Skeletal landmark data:

┄┄┄┄┄┄┄┄┄┄

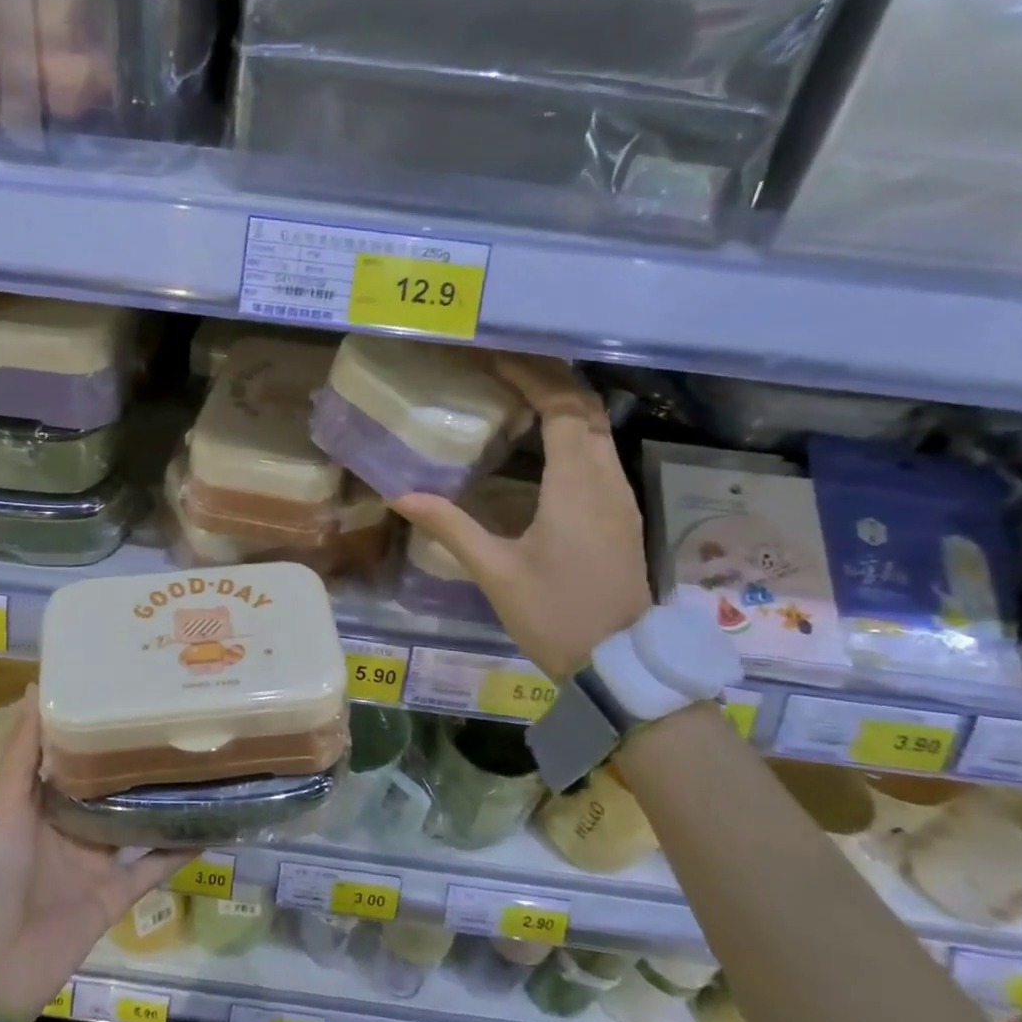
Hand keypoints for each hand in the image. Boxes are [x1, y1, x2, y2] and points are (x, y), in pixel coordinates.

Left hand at [0, 689, 187, 1021]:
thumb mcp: (1, 806)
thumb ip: (24, 753)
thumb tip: (38, 687)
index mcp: (39, 802)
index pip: (74, 754)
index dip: (97, 724)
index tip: (128, 688)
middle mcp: (70, 826)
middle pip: (111, 786)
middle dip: (137, 757)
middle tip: (178, 717)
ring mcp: (95, 862)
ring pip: (137, 821)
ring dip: (163, 799)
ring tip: (201, 761)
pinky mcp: (115, 895)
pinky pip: (153, 867)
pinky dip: (178, 848)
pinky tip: (210, 822)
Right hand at [393, 353, 650, 679]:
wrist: (618, 663)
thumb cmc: (555, 615)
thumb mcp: (496, 572)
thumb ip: (451, 527)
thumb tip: (401, 495)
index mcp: (576, 486)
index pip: (562, 407)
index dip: (532, 376)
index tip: (496, 358)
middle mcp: (606, 480)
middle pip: (586, 408)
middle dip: (549, 379)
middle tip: (504, 367)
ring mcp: (619, 497)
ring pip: (598, 429)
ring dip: (564, 403)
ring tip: (519, 393)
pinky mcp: (620, 514)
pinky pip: (600, 453)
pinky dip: (574, 431)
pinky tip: (543, 442)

┄┄┄┄┄┄┄┄┄┄

> [Exercise objective]: With the pictures removed, return all the entries exactly.

> [Result]:
Hand keypoints for each hand in the image. Boxes are [x1, y1, x2, y2] and points are (x, y), in pixel coordinates.

Left hand at [0, 689, 187, 1021]:
thumb mcp: (1, 806)
thumb ip: (24, 753)
thumb tip: (38, 687)
index mcp: (39, 802)
index pip: (74, 754)
index dip: (97, 724)
index tip: (128, 688)
middle mcp: (70, 826)
middle pip: (111, 786)
middle dip: (137, 757)
middle tip: (178, 717)
ring mcp: (95, 862)
ring pip: (137, 821)
ring dip: (163, 799)
ring tip: (201, 761)
pinky mcp: (115, 895)
pinky pip: (153, 867)
pinky dip: (178, 848)
pinky tip: (210, 822)
Right hand at [393, 353, 650, 679]:
wrist: (618, 663)
thumb cmc: (555, 615)
thumb mcp: (496, 572)
thumb ip: (451, 527)
thumb tip: (401, 495)
index mcp: (576, 486)
index pip: (562, 407)
index dip: (532, 376)
index tip: (496, 358)
middle mcp: (606, 480)
middle pip: (586, 408)
middle dip: (549, 379)
middle tip: (504, 367)
ring mcp: (619, 497)
ring pip: (598, 429)
ring dip: (564, 403)
ring tip: (519, 393)
pinky mcp: (620, 514)
pinky pip: (600, 453)
pinky dip: (574, 431)
pinky tip: (543, 442)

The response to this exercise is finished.